He figures if you start having sex again then everything will return to normal and you will be healed.


----------



## Initfortheduration (Dec 12, 2008)

For the same reason a man can have sex right after an argument and its the last thing on a woman's mind. Because to a man sex means bonding and security. And is why women deny it to them. If she doesn't feel secure, no one gets any.


----------



## sammy3 (Jun 5, 2011)

"If Mama not happy, nobody's happy"

~sammy


----------



## jnj express (Mar 28, 2011)

You don't sound like you are being very hard on him---he cheated, just by being with the woman, and you know da*n well he had sex, instead of dinner and a movie---why would he take a stripper to dinner and a movie

You need to tell him if he touches you (if you don't wanna be touched), you will call the police, and get a R O

He does have a right to be in the house, but you have a right to half of everything he earns

Don't take any crap from him


----------



## Goodwoman (Dec 11, 2009)

Geoffrey Marsh said:


> He figures if you start having sex again then everything will return to normal and you will be healed.


Exactly his thinking, at least in the past! I don't even know how to start forgiving him with this part in the way. It's like he thinks life should go back to normal because he said sorry, but went on to blame me for his actions. So, how do you get past that? and then getting angry because I dont want to sleep with you.
_Posted via Mobile Device_


----------



## Geoffrey Marsh (Aug 11, 2011)

It will be impossible to move forward until he owns up to the affair, claims it as his own and shows real remorse for his actions. Then ans only then can the both of you recommit yourselves to working on the marriage as a whole.


----------



## SunnyT (Jun 22, 2011)

OTOH.... instead of wondering how he can think this way.... You should be thinking "What now?" for yourself. If he isn't showing any remorse, or thinks you should just get over it... then you have to figure out what YOU really want.

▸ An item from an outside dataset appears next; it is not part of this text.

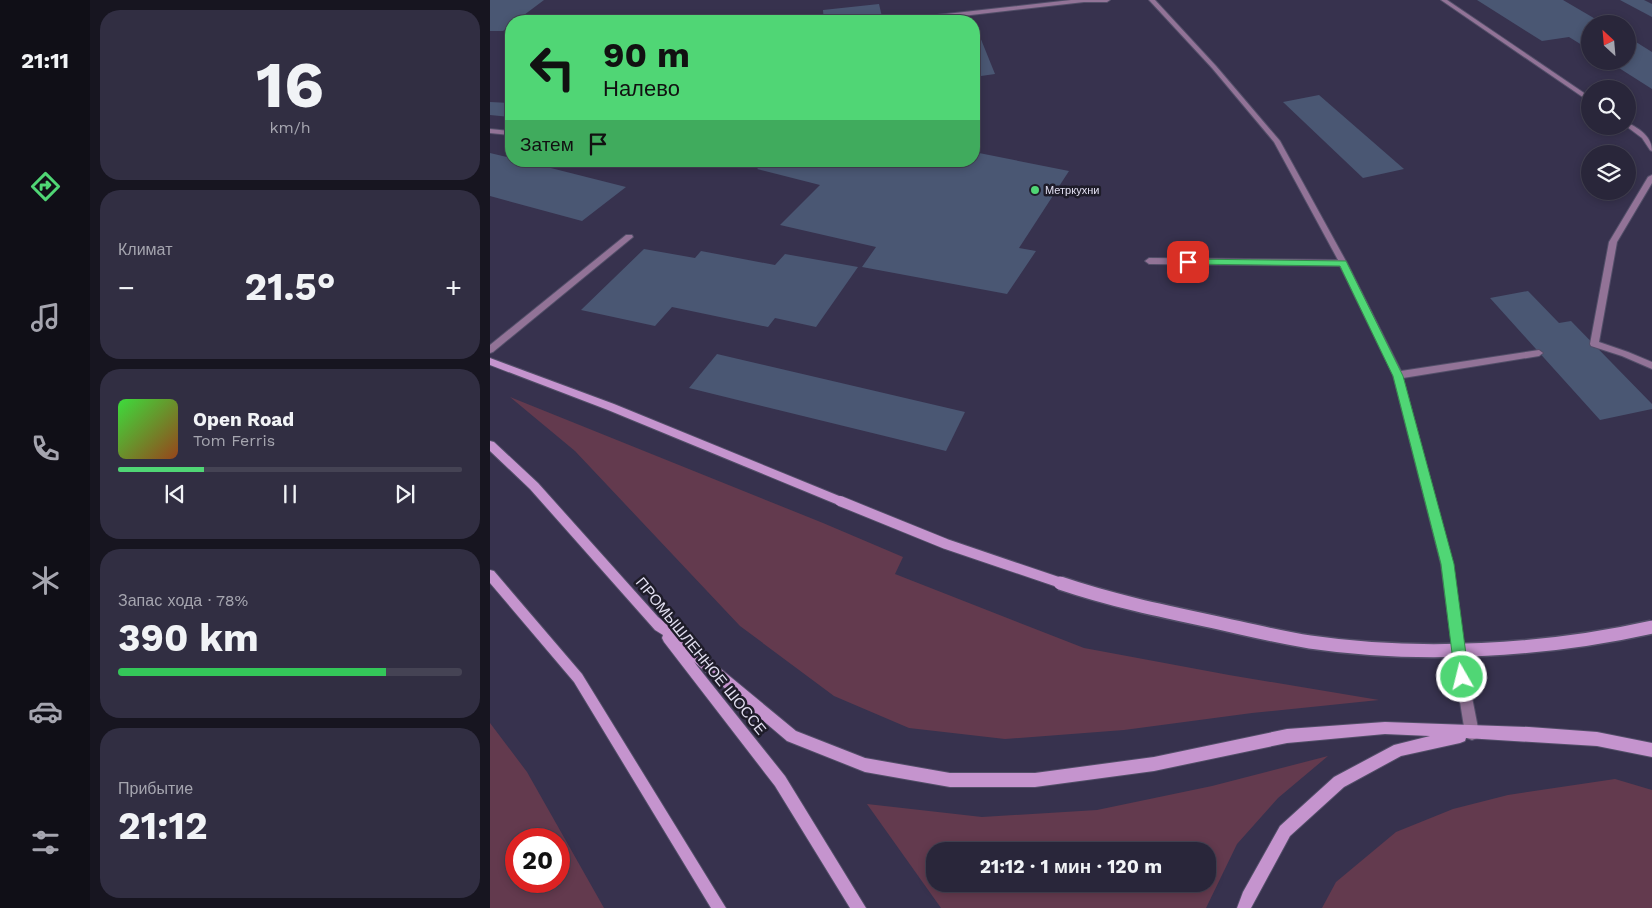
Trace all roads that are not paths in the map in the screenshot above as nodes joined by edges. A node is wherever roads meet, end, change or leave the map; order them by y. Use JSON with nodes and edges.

He's right, he doesn't have to leave. He doesn't HAVE to do anything. Your life, your changes, YOUR options are just that .... yours. 

You either stay and live like that...or leave and do your own thing... 

or serve him divorce papers and stay till the end... 

or actively work on getting him to see what YOU need to move forward (can't make him see it tho, but you can try...for your own peace of mind). 

Figure out what YOU want, and how to get there!


----------



## Catherine602 (Oct 14, 2010)

Initfortheduration said:


> For the same reason a man can have sex right after an argument and its the last thing on a woman's mind. Because to a man sex means bonding and security. And is why women deny it to them. If she doesn't feel secure, no one gets any.


Don't be sucked in by this argument. He does not want loving intimate connection he wants physical satisfaction and you are convenient sex object. With his penchant for strippers, he probably has little respect for woman nor does he see sex as an expression of live. He seems to think it is something that he is entitled to if a woman is in his presence. 

Men can have just sex with no feelings whatsoever, you can tell when it's loving and when it just for his pleasure. Look at his attitude. If you want to be used by him then have sex, it will not make you feel good about yourself.

Any man who can make dates with strippers and not feel any sense of remorse for hurting you does not love you. He wants to use you for sex but not do the work to earn your love and trust. If you want him out get a legal separation. If he try's to force himself on you get a restraining order. If he becomes violent and abusive call the police. 

He does not want to do the work of continuing in a relationship with you why are you letting him stay in your life. He is not likely to change and he will continue to do as he pleases. Why risk your heart and possibility of STD's?
_Posted via Mobile Device_


----------